SUPPLIED RECORDS:
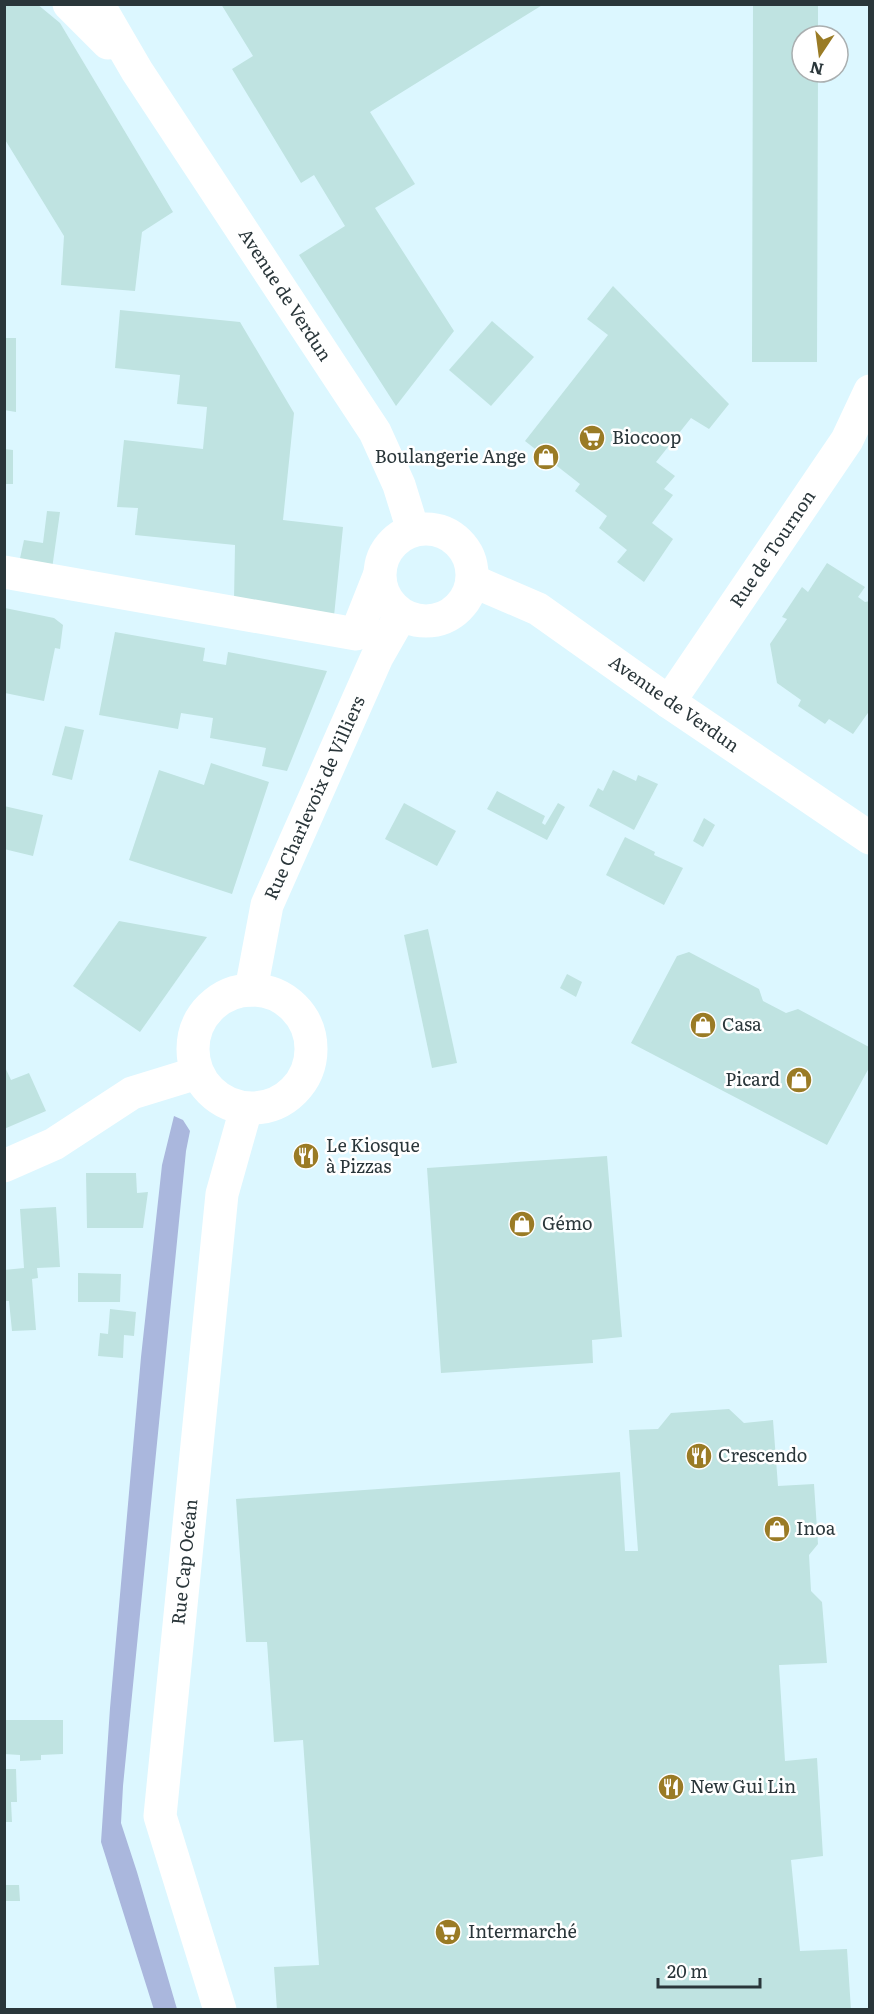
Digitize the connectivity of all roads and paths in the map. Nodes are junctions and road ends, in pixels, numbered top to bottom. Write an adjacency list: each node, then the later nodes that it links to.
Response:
1 (69, 4): 3 (street, Avenue de Verdun)
2 (98, 4): 3 (street, Avenue de Verdun)
3 (137, 71): 5 (street, Avenue de Verdun)
4 (870, 392): 10 (street, Rue de Tournon)
5 (413, 530): 7 (street); 8 (street)
6 (4, 572): 7 (street)
7 (379, 576): 9 (street)
8 (473, 581): 9 (street); 10 (street, Avenue de Verdun)
9 (402, 615): 12 (street, Rue Charlevoix de Villiers)
10 (669, 702): 11 (street, Avenue de Verdun)
11 (870, 838)
12 (251, 990): 13 (street); 14 (street)
13 (196, 1073): 14 (street); 15 (street)
14 (246, 1109): 16 (street, Rue Cap Océan)
15 (4, 1166)
16 (220, 2010)

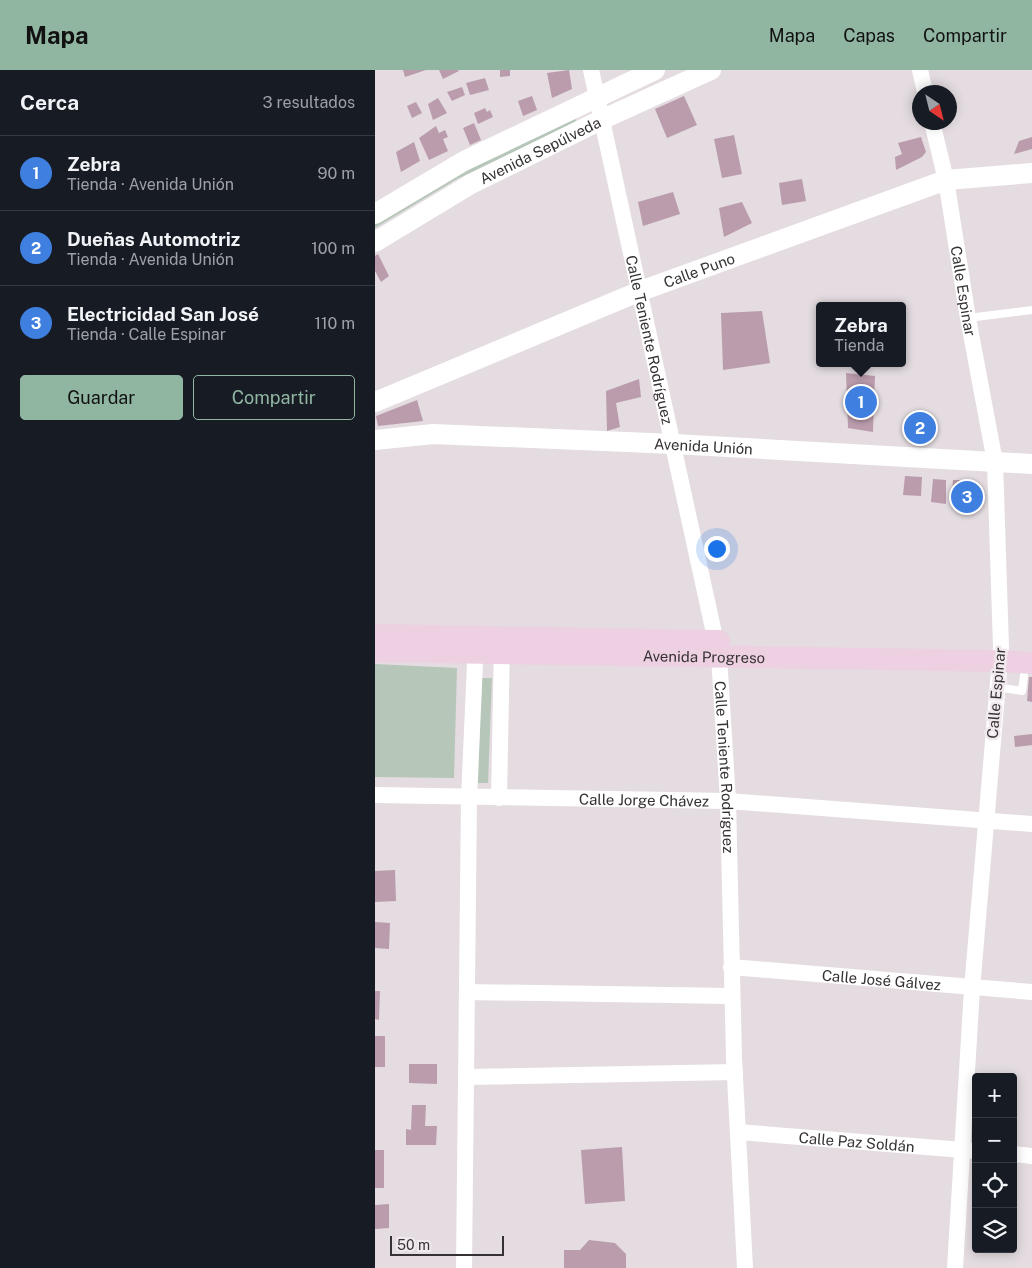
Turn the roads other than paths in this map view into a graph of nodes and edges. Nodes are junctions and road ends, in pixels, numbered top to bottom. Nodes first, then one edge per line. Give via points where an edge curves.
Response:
1 (591, 70) edge
2 (655, 70) edge
3 (710, 70) edge
4 (920, 70) edge
5 (923, 85) edge
6 (595, 97) junction
7 (601, 120) junction
8 (934, 130) edge
9 (1032, 173) edge
10 (946, 180) junction
11 (375, 214) edge
12 (375, 242) edge
13 (638, 292) junction
14 (1032, 310) edge
15 (968, 318) junction
16 (375, 402) edge
17 (375, 440) edge
18 (673, 444) junction
19 (995, 462) junction
20 (1032, 464) edge
21 (375, 635) edge
22 (476, 644) junction
23 (502, 645) junction
24 (717, 649) junction
25 (375, 651) edge
26 (1019, 662) edge
27 (996, 687) junction
28 (375, 795) edge
29 (469, 798) junction
30 (499, 798) junction
31 (728, 802) junction
32 (985, 821) junction
33 (1032, 824) edge
34 (731, 967) junction
35 (972, 988) junction
36 (467, 992) junction
37 (1032, 992) edge
38 (732, 996) junction
39 (735, 1072) junction
40 (466, 1077) junction
41 (738, 1132) junction
42 (970, 1151) edge
43 (1017, 1154) edge
44 (1032, 1156) edge
45 (464, 1268) edge
46 (745, 1268) edge
47 (955, 1268) edge

1 - 6 street, Calle Teniente Rodríguez
2 - 6 street, Avenida Sepúlveda
3 - 7 street, Avenida Sepúlveda
4 - 5 street
6 - 7 street, Calle Teniente Rodríguez
6 - 11 street, Avenida Sepúlveda via 464,161
7 - 12 street, Avenida Sepúlveda via 471,184
7 - 13 street, Calle Teniente Rodríguez
8 - 10 street, Calle Espinar
9 - 10 street, Calle Puno
10 - 13 street, Calle Puno
10 - 15 street, Calle Espinar
13 - 16 street, Calle Puno
13 - 18 street, Calle Teniente Rodríguez
14 - 15 lane
15 - 19 street, Calle Espinar
17 - 18 street, Avenida Unión via 433,434
18 - 19 street, Avenida Unión
18 - 24 street, Calle Teniente Rodríguez
19 - 20 street, Avenida Unión
19 - 26 street, Calle Espinar
21 - 22 main road, Avenida Progreso
22 - 23 main road, Avenida Progreso
22 - 25 main road, Avenida Progreso
22 - 29 street
23 - 24 main road, Avenida Progreso
23 - 30 street
24 - 26 main road, Avenida Progreso
24 - 31 street, Calle Teniente Rodríguez
26 - 27 street, Calle Espinar
26 - 27 lane via 1022,691
27 - 32 street, Calle Espinar
28 - 29 street, Calle Jorge Chávez
29 - 30 street, Calle Jorge Chávez
29 - 36 street
30 - 31 street, Calle Jorge Chávez
31 - 32 street, Calle Jorge Chávez
31 - 34 street, Calle Teniente Rodríguez
32 - 33 street, Calle Jorge Chávez
32 - 35 street, Calle Espinar
34 - 35 street, Calle José Gálvez
34 - 38 street, Calle Teniente Rodríguez
35 - 37 street, Calle José Gálvez
35 - 42 street, Calle Espinar
36 - 38 street
36 - 40 street
38 - 39 street, Calle Teniente Rodríguez
39 - 40 street
39 - 41 street, Calle Teniente Rodríguez
40 - 45 street
41 - 42 street, Calle Paz Soldán
41 - 46 street, Calle Teniente Rodríguez
42 - 47 street, Calle Espinar
43 - 44 street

THE PROBLEM:
Wherever the word "Unión" appears in the listing above, copy the whole line.

ANSWER SECTION:
17 - 18 street, Avenida Unión via 433,434
18 - 19 street, Avenida Unión
19 - 20 street, Avenida Unión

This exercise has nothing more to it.